Polygamy, patriarchy and the struggle for democracy in Zimbabwe

Morgan Tsvangirai arrives for SA President Jacob Zuma's inauguration in the company of his niece Dr Arikana Chihombori.

This post arose out of a debate with colleagues on the Association of Zimbabwe Journalists UK googlegroup following allegations on The Zimbabwe Times website that Zimbabwean Prime Minister Morgan Tsvangirai is believed to have a second wife.

Concerning polygamy, it's beyond argument that this practice is the hallmark of patriarchy. Indeed, the existence of laws that legalise polygamy in Zimbabwe points to the endurance of patriarchal forms of social relations in our society and culture. It is an unequal form of social relations and has grave ramifications on economic and other power relations between men and women. This is why campaigners for women's rights in Zimbabwe and elsewhere take issue with it.

Those who benefit from it want it to stay and tradition is deployed as the justification for its continued existence; but for those for whom it has a harvest of subjection, emasculation and disempowerment, it is a system to be fought and crushed and consigned to the dustbins of history.

In the Black Insider, Marechera said of tradition and custom that they're like parasitic leeches and lice that exist only on account of the lifeblood they suck from their hosts. Denied this opportunity, they are incapable of any independent existence of their own. There are certain cultural practices and traditions, such as polygamy, that are like these leeches and lice whose lives the entrenched interests in society strive to preserve only because they're beneficiaries of such dependent social constructs. And so the vested interests continue to want everyone to venerate these parasitic social constructs as though they're sacred and indispensable to our lives whilst the reality is, in fact, the other way round!

I don't see why or how polygamy should be good for any woman. If I were one, I'd rail against it and want to smash it to smithereens!

The association between polygamy, partiarchy and the subjection of women is indisputably strong. Power relations between a man and his wives are tilted in favour of the patriarch; he stands more than equal to each one of them as individuals and also to all of them as a collective.

Any struggle to democratise a polity necessarily invokes the democratisation of its society. Recognising and respecting individual rights and freedoms is the basis for a liberal culture and politics. That is contradictory, in principle, to a polygamist's patriarchal lordship over his wives. How he percieves relations between the sexes has a bearing on what social system he dreams of realising in his struggle. His conception of individual freedom in the kind of democratic state that he endeavours for naturally has certain boundaries imposed by his own reality and imagination (in this regard, I seriously doubt Zuma's capacity to advance the interests of women, such as taking South Africa's heinous rape culture to task).

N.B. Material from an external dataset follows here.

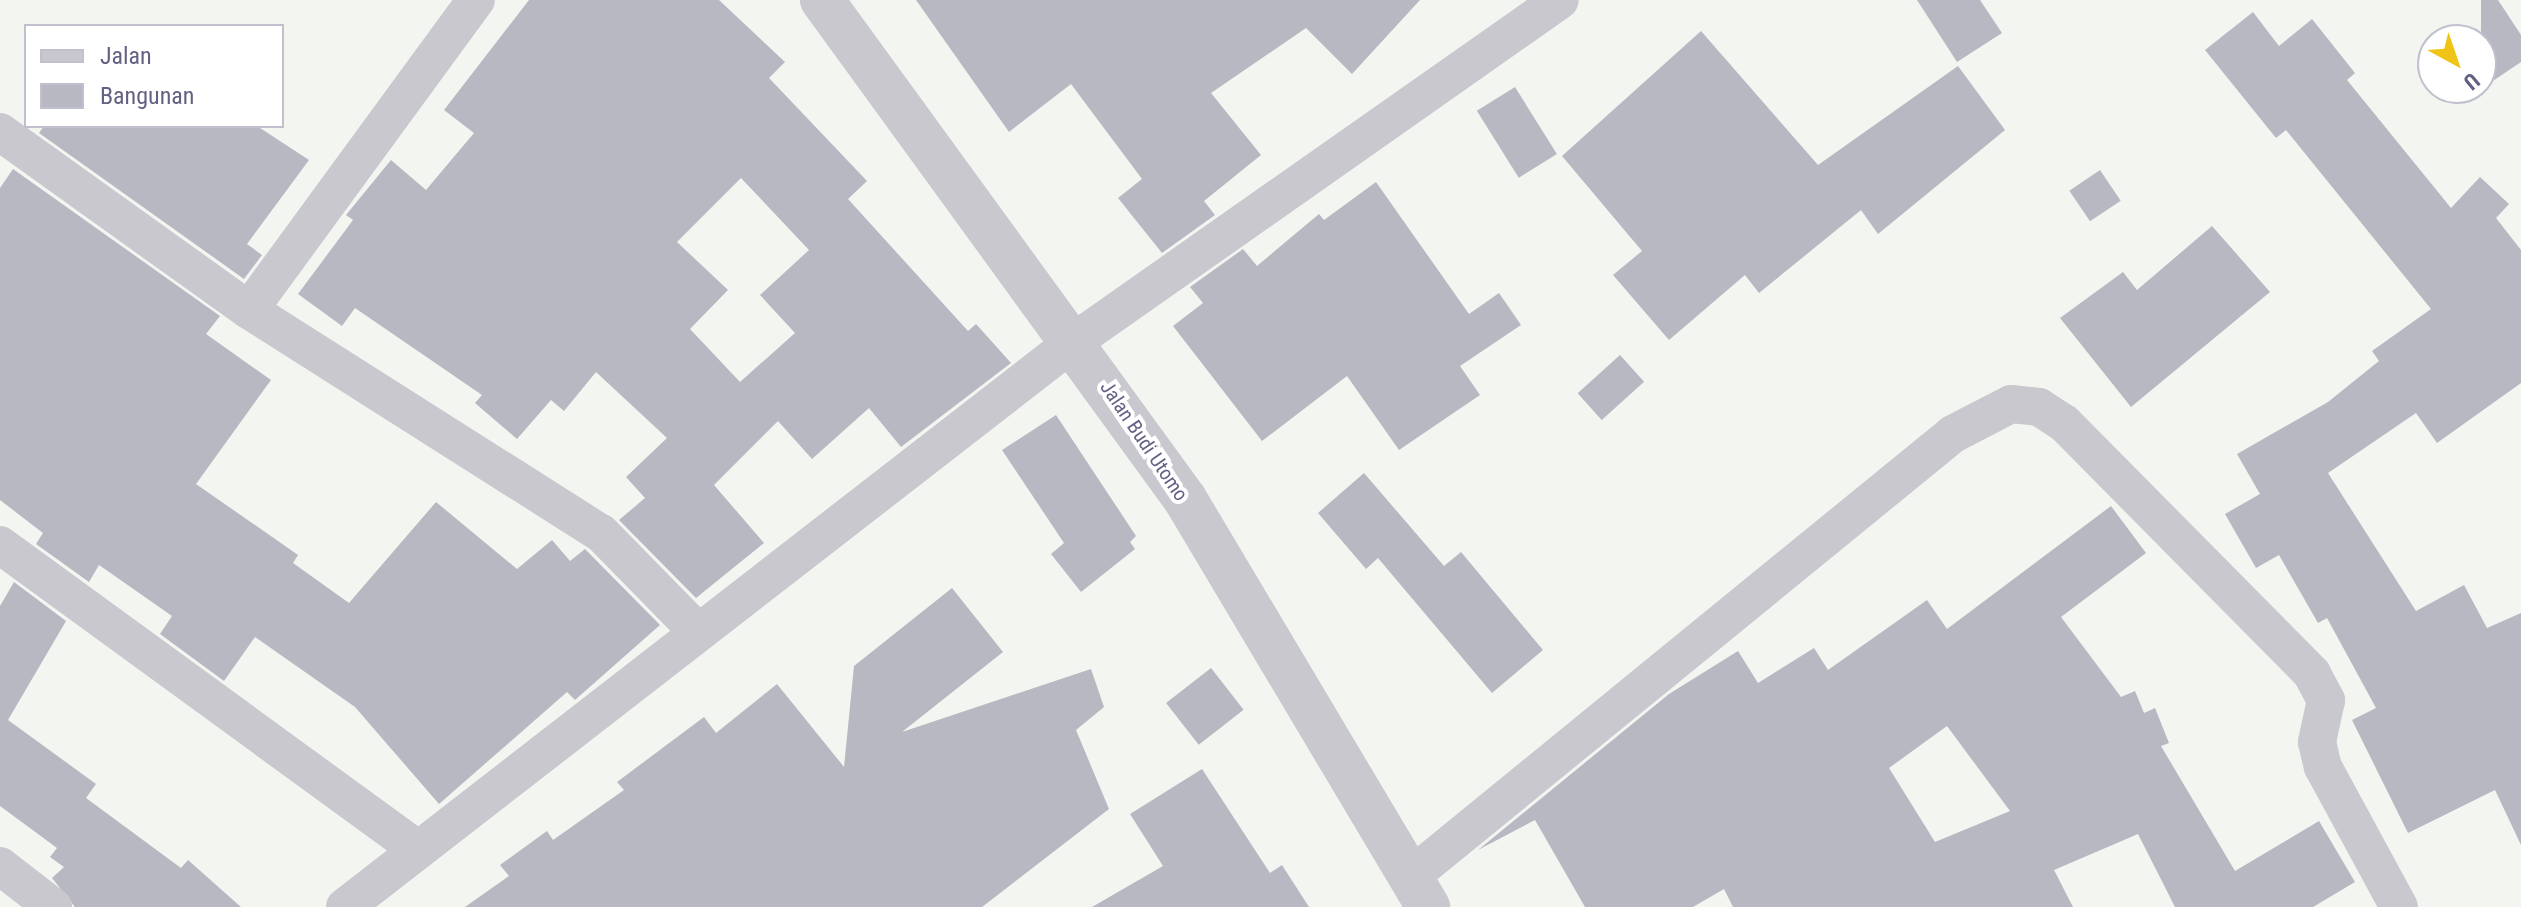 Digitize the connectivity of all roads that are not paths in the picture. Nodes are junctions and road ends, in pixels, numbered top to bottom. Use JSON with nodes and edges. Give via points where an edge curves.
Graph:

I'm not sure whether MDC MP Timothy Mubhawu is a polygamist or not, but he certainly subscribes to a patriarchal worldview that sees women as unequal to men (a reality that polygamy captures). During last year's heated Parliamentary debate over the Domestic Violence Bill, Mubhawu urged the national assembly not to pass the bill aimed at stamping out domestic violence because women were inferior to men.

"I stand here representing God the Almighty. Women are not equal to men. This is a dangerous bill, and let it be known in Zimbabwe that the rights, privileges and status of men are gone."

There is definitely cause for concern when an MP who represents a party that purports to lead Zimbabwe's campaign for democratic change utters such farcical nonsense.